Capturing full page screenshots with puppeteer and Architect (arc.codes)

⚡ Lets build a server-less app that browses any site we provide in the url and takes a full page screenshot of the site and returns it to our browser! Sound like fun?  ⚡

This turned out to be a little more challenging than I original thought, but I got it done! ☺️

In this tutorial, we will walk through some steps to create a server-less endpoint that takes a url as a query param and uses puppeteer to create a browser. The browser will navigate to the passed in url and take a picture of the full page web view.

Setting up Architect

Architect is a framework for building server-less functions on top of AWS Lambda. Architect provides a great boundary between just writing a function and AWS.

Checkout https://arc.codes/docs/en/guides/get-started/quickstart

npm install --global @architect/architect

Create a new folder called screenshoter

mkdir screenshoter
cd screenshoter
touch app.arc

modify your app.arc file to build an app with a single endpoint

@app
screenshoter

@http
/
  method get
  src src

Save the file, then run:

arc init

This will create a new folder in your project directory with an index.js file in it.

You can run a local sandbox and test out your new server-less function by running the command:

arc sandbox

Point a browser to http://localhost:3333 and you should see the Architect demo page.

Setup NodeJS Project

In your terminal, change into the src directory and run npm init -y this will initialize your src folder as an npm project.

cd src
npm init -y
Each endpoint in Architect is a separate lambda application, so if you have dependencies they need to reside in the same folder as the index.js file. By initializing the folder as an npm project, you create a package.json file which will contain your project manifest. There is more information at arc.codes.

Lets install some dependencies we will need in our project:

Installing puppeteer for lambda

We need to install some special dependencies for puppeteer to use in aws lambda

npm install puppeteer-core
npm install puppeteer-extra
npm install chrome-aws-lambda
npm install puppeteer-extra-plugin-stealth
npm install puppeteer-full-page-screenshot
npm install -D puppeteer

These modules will allow us to create a browser on aws lambda and capture a full page screenshot, the next thing we need is some image tools to convert the image into a base64 string.

Installing Jimp

npm install jimp

Jimp is a NodeJS package that allows you to manipulate images then either write them to disk or buffer.
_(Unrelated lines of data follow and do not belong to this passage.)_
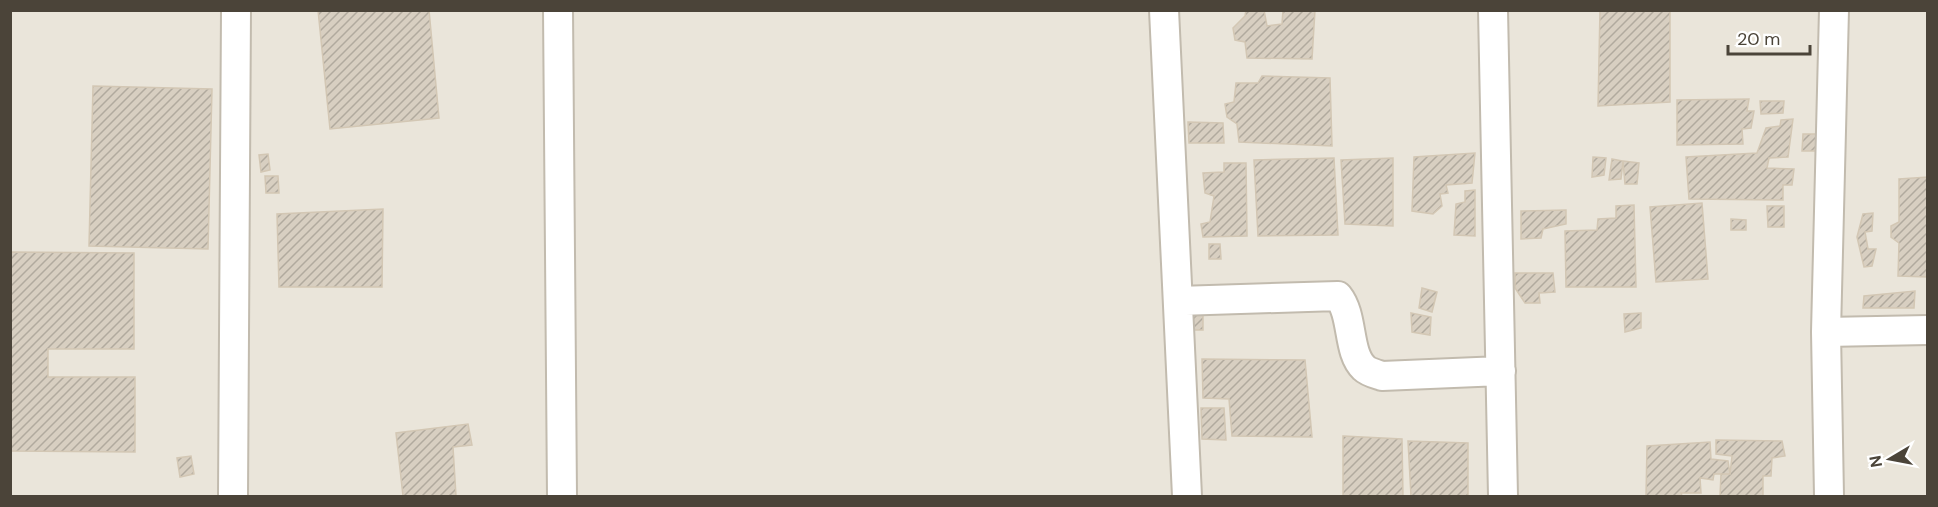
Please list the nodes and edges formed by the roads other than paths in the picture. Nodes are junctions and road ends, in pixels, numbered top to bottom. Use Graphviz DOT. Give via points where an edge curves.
graph roads {
  1 [pos="236,10"];
  2 [pos="558,10"];
  3 [pos="1164,10"];
  4 [pos="1493,10"];
  5 [pos="1834,10"];
  6 [pos="1178,302"];
  7 [pos="1928,330"];
  8 [pos="1826,332"];
  9 [pos="1501,371"];
  10 [pos="233,496"];
  11 [pos="562,496"];
  12 [pos="1187,496"];
  13 [pos="1503,496"];
  14 [pos="1829,496"];
  1 -- 10 [label="street"];
  2 -- 11 [label="street"];
  3 -- 6 [label="street"];
  4 -- 9 [label="street"];
  5 -- 8 [label="street"];
  6 -- 9 [label="street" via="1338,296 1345,305 1357,360 1365,370 1382,376"];
  6 -- 12 [label="street"];
  7 -- 8 [label="street"];
  8 -- 14 [label="street"];
  9 -- 13 [label="street"];
}
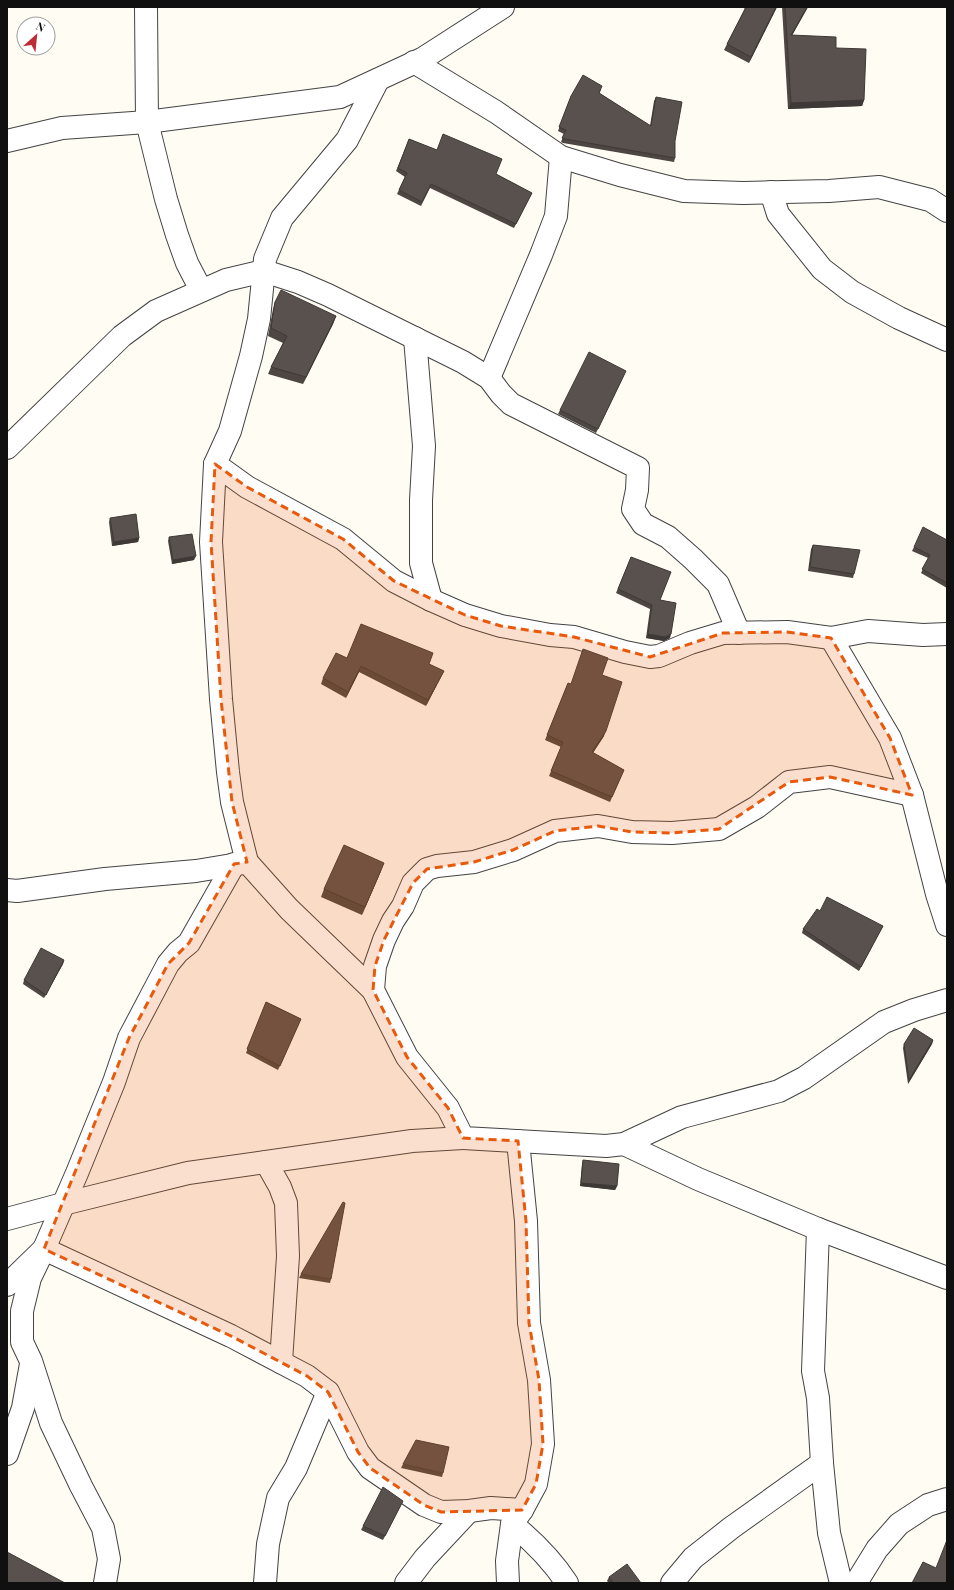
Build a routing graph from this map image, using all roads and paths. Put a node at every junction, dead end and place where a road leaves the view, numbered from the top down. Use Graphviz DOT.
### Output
graph roads {
  1 [pos="146,7"];
  2 [pos="503,7"];
  3 [pos="414,62"];
  4 [pos="378,80"];
  5 [pos="147,122"];
  6 [pos="7,141"];
  7 [pos="561,156"];
  8 [pos="771,192"];
  9 [pos="947,210"];
  10 [pos="264,271"];
  11 [pos="201,290"];
  12 [pos="414,338"];
  13 [pos="947,340"];
  14 [pos="489,378"];
  15 [pos="7,448"];
  16 [pos="215,464"];
  17 [pos="431,600"];
  18 [pos="739,633"];
  19 [pos="947,634"];
  20 [pos="831,638"];
  21 [pos="912,795"];
  22 [pos="241,863"];
  23 [pos="7,890"];
  24 [pos="947,925"];
  25 [pos="373,990"];
  26 [pos="947,1000"];
  27 [pos="464,1138"];
  28 [pos="518,1141"];
  29 [pos="624,1144"];
  30 [pos="266,1162"];
  31 [pos="64,1204"];
  32 [pos="7,1219"];
  33 [pos="818,1229"];
  34 [pos="44,1249"];
  35 [pos="947,1278"];
  36 [pos="7,1285"];
  37 [pos="32,1361"];
  38 [pos="281,1362"];
  39 [pos="328,1392"];
  40 [pos="7,1454"];
  41 [pos="822,1463"];
  42 [pos="947,1499"];
  43 [pos="469,1511"];
  44 [pos="517,1517"];
  45 [pos="105,1583"];
  46 [pos="265,1583"];
  47 [pos="406,1583"];
  48 [pos="508,1583"];
  49 [pos="567,1583"];
  50 [pos="672,1583"];
  51 [pos="841,1583"];
  52 [pos="856,1583"];
  1 -- 5 [label="street"];
  2 -- 3 [label="street"];
  3 -- 4 [label="street"];
  3 -- 7 [label="street"];
  4 -- 5 [label="street"];
  4 -- 10 [label="street"];
  5 -- 6 [label="street"];
  5 -- 11 [label="street"];
  7 -- 8 [label="street"];
  7 -- 14 [label="street"];
  8 -- 9 [label="street"];
  8 -- 13 [label="street"];
  10 -- 11 [label="street"];
  10 -- 12 [label="street"];
  10 -- 16 [label="street"];
  11 -- 15 [label="street"];
  12 -- 14 [label="street"];
  12 -- 17 [label="street"];
  14 -- 18 [label="street"];
  16 -- 17 [label="street"];
  16 -- 22 [label="street"];
  17 -- 18 [label="street"];
  18 -- 20 [label="street"];
  19 -- 20 [label="street"];
  20 -- 21 [label="street"];
  21 -- 24 [label="street"];
  21 -- 25 [label="street"];
  22 -- 23 [label="street"];
  22 -- 25 [label="street"];
  22 -- 31 [label="street"];
  25 -- 27 [label="street"];
  26 -- 29 [label="street"];
  27 -- 28 [label="street"];
  27 -- 30 [label="street"];
  28 -- 29 [label="street"];
  28 -- 44 [label="street"];
  29 -- 33 [label="street"];
  30 -- 31 [label="street"];
  30 -- 38 [label="street"];
  31 -- 32 [label="street"];
  31 -- 34 [label="street"];
  33 -- 35 [label="street"];
  33 -- 41 [label="street"];
  34 -- 36 [label="street"];
  34 -- 37 [label="street"];
  34 -- 38 [label="street"];
  37 -- 40 [label="street"];
  37 -- 45 [label="street"];
  38 -- 39 [label="street"];
  39 -- 43 [label="street"];
  39 -- 46 [label="street"];
  41 -- 50 [label="street"];
  41 -- 51 [label="street"];
  42 -- 52 [label="street"];
  43 -- 44 [label="street"];
  43 -- 47 [label="street"];
  44 -- 48 [label="street"];
  44 -- 49 [label="street"];
}
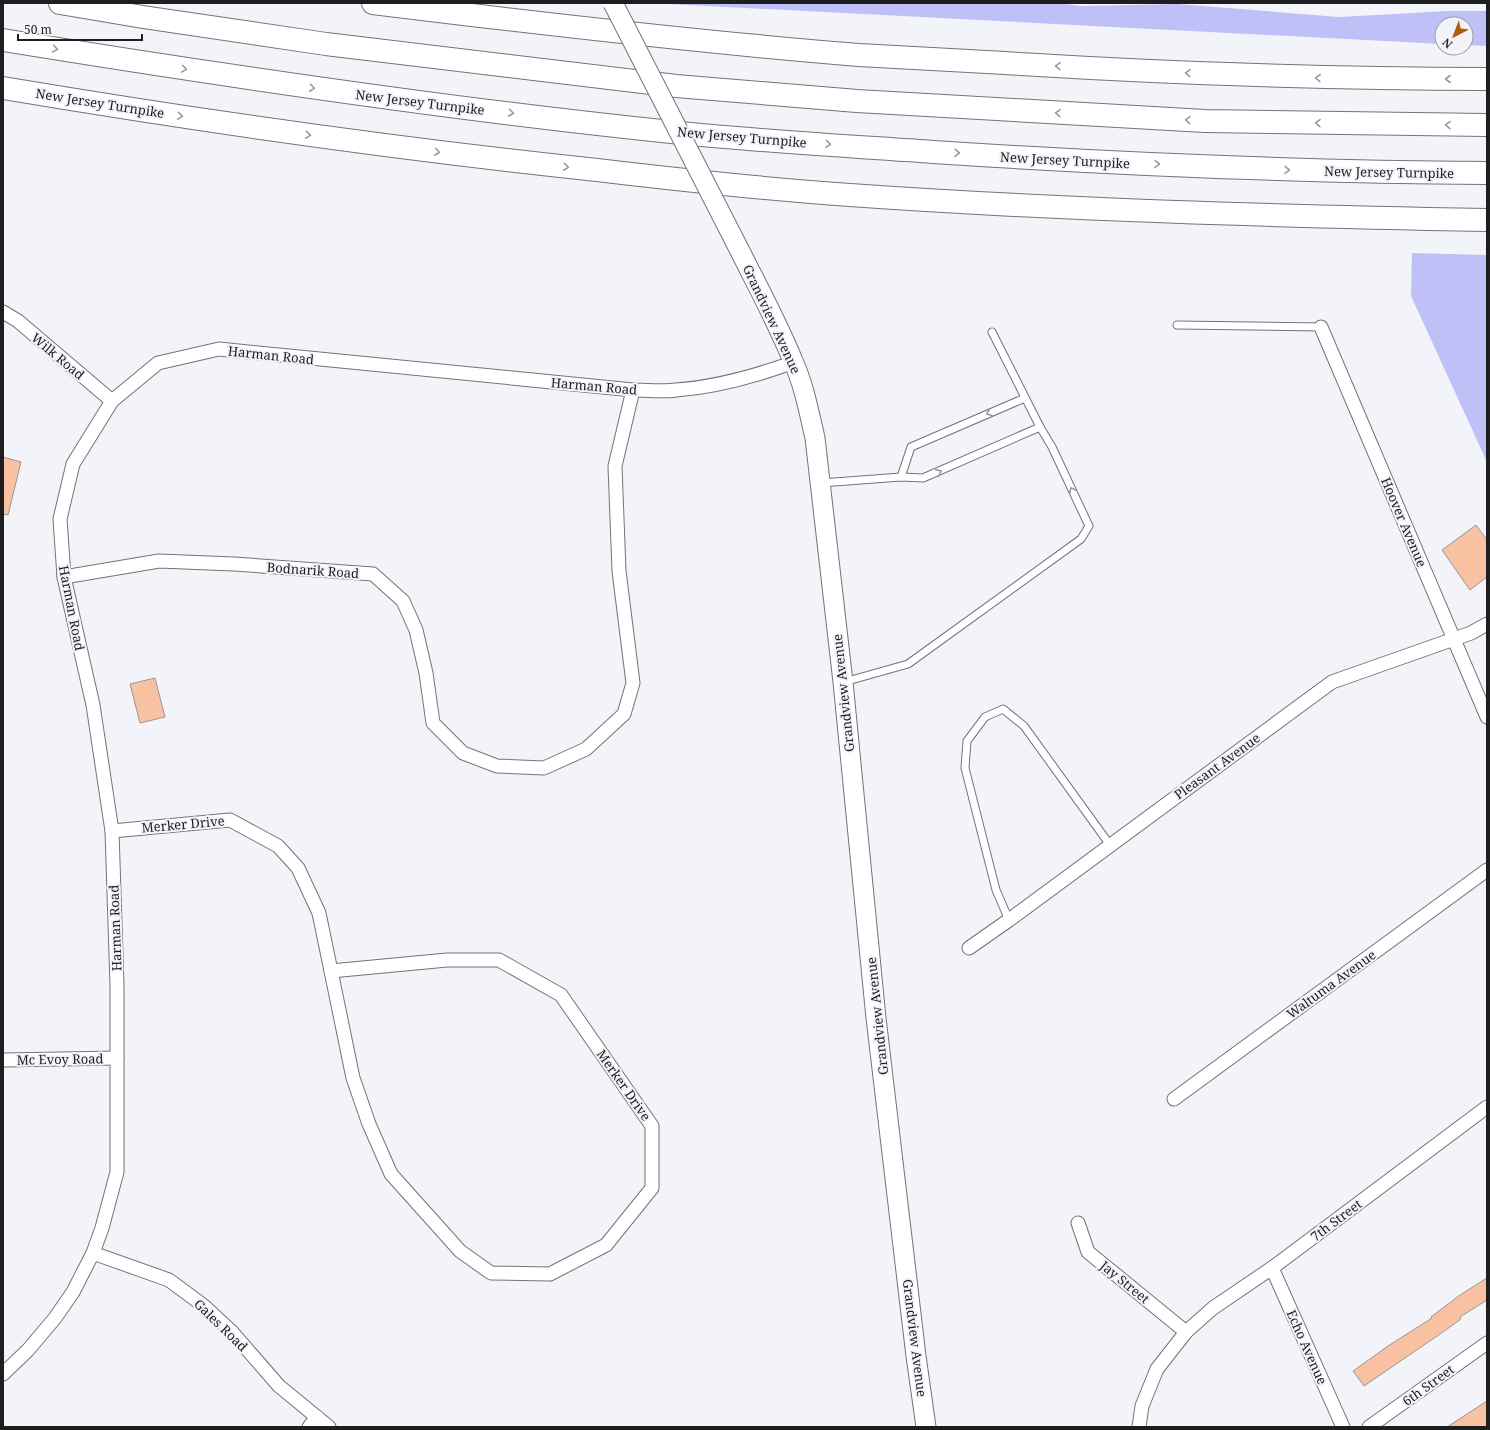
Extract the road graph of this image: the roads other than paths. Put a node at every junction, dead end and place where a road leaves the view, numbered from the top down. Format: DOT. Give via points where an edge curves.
graph roads {
  1 [pos="60,3"];
  2 [pos="373,3"];
  3 [pos="612,3"];
  4 [pos="3,40"];
  5 [pos="1487,79"];
  6 [pos="3,88"];
  7 [pos="1487,126"];
  8 [pos="1487,173"];
  9 [pos="1487,220"];
  10 [pos="3,312"];
  11 [pos="1177,326"];
  12 [pos="1321,327"];
  13 [pos="992,332"];
  14 [pos="794,362"];
  15 [pos="633,390"];
  16 [pos="1025,398"];
  17 [pos="112,401"];
  18 [pos="1040,427"];
  19 [pos="901,477"];
  20 [pos="821,483"];
  21 [pos="64,577"];
  22 [pos="1487,624"];
  23 [pos="1454,639"];
  24 [pos="843,682"];
  25 [pos="1487,717"];
  26 [pos="112,830"];
  27 [pos="1110,845"];
  28 [pos="1487,870"];
  29 [pos="1009,920"];
  30 [pos="969,948"];
  31 [pos="331,971"];
  32 [pos="117,1058"];
  33 [pos="3,1060"];
  34 [pos="1174,1098"];
  35 [pos="1487,1107"];
  36 [pos="1078,1223"];
  37 [pos="93,1253"];
  38 [pos="1272,1268"];
  39 [pos="1186,1332"];
  40 [pos="1487,1343"];
  41 [pos="3,1374"];
  42 [pos="313,1422"];
  43 [pos="329,1427"];
  44 [pos="926,1427"];
  45 [pos="1140,1427"];
  46 [pos="1343,1427"];
  47 [pos="1369,1427"];
  7 -- 1 [label="highway, one-way" via="1205,121 857,101 499,66 326,44"];
  5 -- 2 [label="highway, one-way" via="1363,79 1205,74 860,55 677,38"];
  3 -- 14 [label="street, Grandview Avenue, bridge" via="772,314"];
  4 -- 8 [label="highway, New Jersey Turnpike, one-way" via="316,89 673,132 1041,159 1359,172"];
  6 -- 9 [label="highway, New Jersey Turnpike, one-way" via="143,111 490,159 848,194 1030,206 1199,213"];
  10 -- 17 [label="street, Wilk Road" via="18,321"];
  11 -- 12 [label="lane"];
  12 -- 23 [label="street, Hoover Avenue"];
  13 -- 16 [label="lane"];
  14 -- 15 [label="street, Harman Road" via="726,383 676,390"];
  14 -- 20 [label="street, Grandview Avenue" via="815,438"];
  15 -- 17 [label="street, Harman Road" via="219,349 158,363"];
  15 -- 21 [label="street, Bodnarik Road" via="615,466 619,570 633,683 624,714 586,749 544,768 497,766 463,753 433,723 426,673 416,630 403,601 373,574 159,561"];
  16 -- 18 [label="lane"];
  16 -- 19 [label="lane, one-way" via="910,447"];
  17 -- 21 [label="street, Harman Road" via="73,464 60,520"];
  19 -- 18 [label="lane, one-way" via="923,478"];
  24 -- 18 [label="lane, one-way" via="908,664 1081,539 1089,526"];
  19 -- 20 [label="lane"];
  20 -- 24 [label="street, Grandview Avenue"];
  21 -- 26 [label="street, Harman Road" via="93,705"];
  22 -- 23 [label="street, Pleasant Avenue"];
  23 -- 25 [label="street, Hoover Avenue"];
  23 -- 27 [label="street, Pleasant Avenue" via="1332,682"];
  24 -- 44 [label="street, Grandview Avenue" via="876,1018"];
  26 -- 31 [label="street, Merker Drive" via="230,820 278,846 298,868 319,914"];
  26 -- 32 [label="street, Harman Road"];
  27 -- 29 [label="street, Pleasant Avenue"];
  27 -- 29 [label="lane" via="1024,726 1003,709 985,717 967,741 965,768 996,890"];
  28 -- 34 [label="street, Waltuma Avenue"];
  29 -- 30 [label="street, Pleasant Avenue"];
  31 -- 31 [label="street, Merker Drive" via="353,1078 369,1124 391,1174 460,1251 491,1273 550,1274 606,1245 652,1188 652,1126 561,995 499,960 447,960"];
  32 -- 33 [label="street, Mc Evoy Road"];
  32 -- 37 [label="street, Harman Road" via="117,1172"];
  35 -- 38 [label="street, 7th Street"];
  36 -- 39 [label="street, Jay Street" via="1088,1252"];
  37 -- 41 [label="street, Harman Road" via="56,1318"];
  37 -- 42 [label="street, Gales Road" via="169,1280 204,1306 232,1332"];
  38 -- 39 [label="street, 7th Street" via="1213,1308"];
  38 -- 46 [label="street, Echo Avenue"];
  39 -- 45 [label="street, 7th Street" via="1157,1369 1142,1406"];
  40 -- 47 [label="street, 6th Street"];
  42 -- 43 [label="street, Gales Road"];
}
Creating our handler function

The easiest way to do this is to remove the current index.js and create a new index.js file.

rm index.js
touch index.js

Then lets create our handler function

require('puppeteer-core')
const chromium = require('chrome-aws-lambda')
const { addExtra } = require('puppeteer-extra')
const puppeteer = addExtra(chromium.puppeteer)
const StealthPlugin = require('puppeteer-extra-plugin-stealth')
const Jimp = require('jimp')

puppeteer.use(StealthPlugin())

exports.handler = async function(req) {
    
}

Get the url query parameter

We need to get the url parameter from the queryStringParameters

...
exports.handler = async function(req) {
  const { url } = req.queryStringParameters
  ...
}

Create the puppeteer browser

...
exports.handler = async function(req) {
  ...
  
  const browser = await puppeteer.launch({
    args: chromium.args,
    defaultViewport: chromium.defaultViewport,
    executablePath: await chromium.executablePath,
    headless: chromium.headless
  })
  
  ...
  
}

Create a new page (Like Browser Tab)

...
exports.handler = async function(req) {
  ...
  
  const page = await browser.newPage()
  page.setDefaultNavigationTimeout(0) 
  
  ...
  
}
We set the timeout to zero which is like setting to infinity.

Go to the url

...
exports.handler = async function(req) {
  ...
     
  await page.goto(url)
  
  ...
}

Get the screenshot

...
exports.handler = async function(req) {
  ...
  
  const img = await fullPageScreenshot(page)
  
  ...
}

Convert to base64

...
exports.handler = async function(req) {
  ...
  
  const base64 = (await Jimp.read(img.bitmap).then(
    i => i.getBufferAsync(Jimp.AUTO))).toString('base64')
    
  ...
}

Close the browser

...
exports.handler = async function(req) {
  ...
  
  await browser.close()
  
}

Return a Response Object

...

exports.handler = async function(req) {
  ...
  
  return {
    statusCode: 200,
    headers: {
      'Content-Type': 'image/png'
    },
    body: base64
  }
}

Run in the sandbox

cd ..
arc sandbox

Deploy to AWS

arc deploy

Debug errors in logs

arc logs src

Summary

This post shows you the power of aws lambda and how easy it is to use tools like architect (arc.codes) to get up and going, even run a browser in the cloud! Also, how to use tools like Jimp to convert an image to base64 for send via a http response. Finally, the power of puppeteer, you can do just about anything you can do in a browser with puppeteer!